_Exercise_
Take the entries below and give them back exactly. Leave out nothing.

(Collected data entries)
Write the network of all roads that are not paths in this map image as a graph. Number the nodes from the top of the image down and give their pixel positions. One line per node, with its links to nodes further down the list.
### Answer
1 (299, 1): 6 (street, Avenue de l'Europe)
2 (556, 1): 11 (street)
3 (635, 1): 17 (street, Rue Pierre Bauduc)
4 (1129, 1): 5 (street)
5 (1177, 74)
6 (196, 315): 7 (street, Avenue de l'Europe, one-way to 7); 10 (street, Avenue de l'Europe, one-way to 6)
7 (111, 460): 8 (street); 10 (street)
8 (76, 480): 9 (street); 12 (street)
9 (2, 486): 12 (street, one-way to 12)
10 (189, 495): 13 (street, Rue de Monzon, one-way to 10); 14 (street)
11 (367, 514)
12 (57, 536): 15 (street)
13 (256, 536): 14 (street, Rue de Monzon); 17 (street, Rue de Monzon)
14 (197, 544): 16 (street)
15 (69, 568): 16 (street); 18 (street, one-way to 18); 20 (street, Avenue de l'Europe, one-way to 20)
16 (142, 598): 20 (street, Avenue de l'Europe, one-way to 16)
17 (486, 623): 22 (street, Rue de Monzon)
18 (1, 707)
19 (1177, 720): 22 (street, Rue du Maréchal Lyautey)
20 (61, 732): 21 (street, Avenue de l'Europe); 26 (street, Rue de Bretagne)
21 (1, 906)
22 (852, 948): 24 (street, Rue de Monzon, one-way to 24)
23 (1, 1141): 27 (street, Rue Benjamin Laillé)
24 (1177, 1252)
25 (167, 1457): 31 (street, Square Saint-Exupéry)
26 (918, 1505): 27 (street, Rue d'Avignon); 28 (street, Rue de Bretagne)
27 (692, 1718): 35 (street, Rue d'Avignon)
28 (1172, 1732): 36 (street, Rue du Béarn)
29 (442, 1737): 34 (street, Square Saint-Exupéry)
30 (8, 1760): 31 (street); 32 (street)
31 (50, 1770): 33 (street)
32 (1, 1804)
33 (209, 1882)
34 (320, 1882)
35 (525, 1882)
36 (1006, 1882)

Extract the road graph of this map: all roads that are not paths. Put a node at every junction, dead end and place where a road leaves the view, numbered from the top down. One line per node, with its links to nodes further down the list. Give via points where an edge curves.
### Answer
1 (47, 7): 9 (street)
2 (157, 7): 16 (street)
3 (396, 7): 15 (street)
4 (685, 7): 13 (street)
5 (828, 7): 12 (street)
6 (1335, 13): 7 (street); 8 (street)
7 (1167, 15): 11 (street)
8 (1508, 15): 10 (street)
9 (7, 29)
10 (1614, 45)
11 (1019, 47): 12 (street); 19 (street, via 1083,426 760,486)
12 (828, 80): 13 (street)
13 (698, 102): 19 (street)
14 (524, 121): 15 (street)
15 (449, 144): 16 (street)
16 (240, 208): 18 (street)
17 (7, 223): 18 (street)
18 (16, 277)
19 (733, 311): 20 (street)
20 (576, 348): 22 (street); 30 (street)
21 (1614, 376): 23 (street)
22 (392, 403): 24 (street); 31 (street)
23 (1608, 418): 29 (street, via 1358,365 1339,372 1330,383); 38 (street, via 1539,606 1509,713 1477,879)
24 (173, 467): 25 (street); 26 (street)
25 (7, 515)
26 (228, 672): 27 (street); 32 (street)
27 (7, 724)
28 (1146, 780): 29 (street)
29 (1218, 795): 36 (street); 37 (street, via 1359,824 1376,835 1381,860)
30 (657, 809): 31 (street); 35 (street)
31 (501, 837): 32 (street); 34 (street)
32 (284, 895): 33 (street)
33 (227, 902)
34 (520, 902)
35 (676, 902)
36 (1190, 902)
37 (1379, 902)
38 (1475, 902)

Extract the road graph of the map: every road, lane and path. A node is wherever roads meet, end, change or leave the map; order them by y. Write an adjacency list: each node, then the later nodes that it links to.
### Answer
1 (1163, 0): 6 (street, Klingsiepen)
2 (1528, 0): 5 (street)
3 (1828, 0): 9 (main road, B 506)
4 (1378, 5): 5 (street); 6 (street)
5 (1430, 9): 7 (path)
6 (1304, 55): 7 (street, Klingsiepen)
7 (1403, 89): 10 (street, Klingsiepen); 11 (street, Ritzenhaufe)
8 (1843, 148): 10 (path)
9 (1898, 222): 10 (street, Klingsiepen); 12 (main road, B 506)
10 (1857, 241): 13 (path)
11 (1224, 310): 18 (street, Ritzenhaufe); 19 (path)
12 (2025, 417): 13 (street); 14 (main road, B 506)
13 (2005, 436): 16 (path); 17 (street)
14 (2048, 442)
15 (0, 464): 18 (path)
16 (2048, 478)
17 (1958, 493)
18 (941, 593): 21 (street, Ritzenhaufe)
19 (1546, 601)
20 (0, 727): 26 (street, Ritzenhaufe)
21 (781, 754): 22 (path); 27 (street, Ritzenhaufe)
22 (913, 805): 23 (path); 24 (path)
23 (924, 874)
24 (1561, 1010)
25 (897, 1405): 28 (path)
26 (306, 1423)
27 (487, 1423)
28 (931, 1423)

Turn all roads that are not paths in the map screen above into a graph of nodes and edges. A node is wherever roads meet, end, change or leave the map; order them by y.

_Response for this exercise_
Write the network of all roads that are not paths in this map image as a graph. Number the nodes from the top of the image down and give their pixel positions. One line per node, with its links to nodes further down the list.
### Answer
1 (299, 1): 6 (street, Avenue de l'Europe)
2 (556, 1): 11 (street)
3 (635, 1): 17 (street, Rue Pierre Bauduc)
4 (1129, 1): 5 (street)
5 (1177, 74)
6 (196, 315): 7 (street, Avenue de l'Europe, one-way to 7); 10 (street, Avenue de l'Europe, one-way to 6)
7 (111, 460): 8 (street); 10 (street)
8 (76, 480): 9 (street); 12 (street)
9 (2, 486): 12 (street, one-way to 12)
10 (189, 495): 13 (street, Rue de Monzon, one-way to 10); 14 (street)
11 (367, 514)
12 (57, 536): 15 (street)
13 (256, 536): 14 (street, Rue de Monzon); 17 (street, Rue de Monzon)
14 (197, 544): 16 (street)
15 (69, 568): 16 (street); 18 (street, one-way to 18); 20 (street, Avenue de l'Europe, one-way to 20)
16 (142, 598): 20 (street, Avenue de l'Europe, one-way to 16)
17 (486, 623): 22 (street, Rue de Monzon)
18 (1, 707)
19 (1177, 720): 22 (street, Rue du Maréchal Lyautey)
20 (61, 732): 21 (street, Avenue de l'Europe); 26 (street, Rue de Bretagne)
21 (1, 906)
22 (852, 948): 24 (street, Rue de Monzon, one-way to 24)
23 (1, 1141): 27 (street, Rue Benjamin Laillé)
24 (1177, 1252)
25 (167, 1457): 31 (street, Square Saint-Exupéry)
26 (918, 1505): 27 (street, Rue d'Avignon); 28 (street, Rue de Bretagne)
27 (692, 1718): 35 (street, Rue d'Avignon)
28 (1172, 1732): 36 (street, Rue du Béarn)
29 (442, 1737): 34 (street, Square Saint-Exupéry)
30 (8, 1760): 31 (street); 32 (street)
31 (50, 1770): 33 (street)
32 (1, 1804)
33 (209, 1882)
34 (320, 1882)
35 (525, 1882)
36 (1006, 1882)

Extract the road graph of this map: all roads that are not paths. Put a node at every junction, dead end and place where a road leaves the view, numbered from the top down. One line per node, with its links to nodes further down the list. Give via points where an edge curves.
### Answer
1 (47, 7): 9 (street)
2 (157, 7): 16 (street)
3 (396, 7): 15 (street)
4 (685, 7): 13 (street)
5 (828, 7): 12 (street)
6 (1335, 13): 7 (street); 8 (street)
7 (1167, 15): 11 (street)
8 (1508, 15): 10 (street)
9 (7, 29)
10 (1614, 45)
11 (1019, 47): 12 (street); 19 (street, via 1083,426 760,486)
12 (828, 80): 13 (street)
13 (698, 102): 19 (street)
14 (524, 121): 15 (street)
15 (449, 144): 16 (street)
16 (240, 208): 18 (street)
17 (7, 223): 18 (street)
18 (16, 277)
19 (733, 311): 20 (street)
20 (576, 348): 22 (street); 30 (street)
21 (1614, 376): 23 (street)
22 (392, 403): 24 (street); 31 (street)
23 (1608, 418): 29 (street, via 1358,365 1339,372 1330,383); 38 (street, via 1539,606 1509,713 1477,879)
24 (173, 467): 25 (street); 26 (street)
25 (7, 515)
26 (228, 672): 27 (street); 32 (street)
27 (7, 724)
28 (1146, 780): 29 (street)
29 (1218, 795): 36 (street); 37 (street, via 1359,824 1376,835 1381,860)
30 (657, 809): 31 (street); 35 (street)
31 (501, 837): 32 (street); 34 (street)
32 (284, 895): 33 (street)
33 (227, 902)
34 (520, 902)
35 (676, 902)
36 (1190, 902)
37 (1379, 902)
38 (1475, 902)

Extract the road graph of the map: every road, lane and path. A node is wherever roads meet, end, change or leave the map; order them by y. Write an adjacency list: each node, then the later nodes that it links to.
### Answer
1 (1163, 0): 6 (street, Klingsiepen)
2 (1528, 0): 5 (street)
3 (1828, 0): 9 (main road, B 506)
4 (1378, 5): 5 (street); 6 (street)
5 (1430, 9): 7 (path)
6 (1304, 55): 7 (street, Klingsiepen)
7 (1403, 89): 10 (street, Klingsiepen); 11 (street, Ritzenhaufe)
8 (1843, 148): 10 (path)
9 (1898, 222): 10 (street, Klingsiepen); 12 (main road, B 506)
10 (1857, 241): 13 (path)
11 (1224, 310): 18 (street, Ritzenhaufe); 19 (path)
12 (2025, 417): 13 (street); 14 (main road, B 506)
13 (2005, 436): 16 (path); 17 (street)
14 (2048, 442)
15 (0, 464): 18 (path)
16 (2048, 478)
17 (1958, 493)
18 (941, 593): 21 (street, Ritzenhaufe)
19 (1546, 601)
20 (0, 727): 26 (street, Ritzenhaufe)
21 (781, 754): 22 (path); 27 (street, Ritzenhaufe)
22 (913, 805): 23 (path); 24 (path)
23 (924, 874)
24 (1561, 1010)
25 (897, 1405): 28 (path)
26 (306, 1423)
27 (487, 1423)
28 (931, 1423)

Turn all roads that are not paths in the map screen above into a graph of nodes and edges. A node is wherever roads meet, end, change or leave the map; order them by y.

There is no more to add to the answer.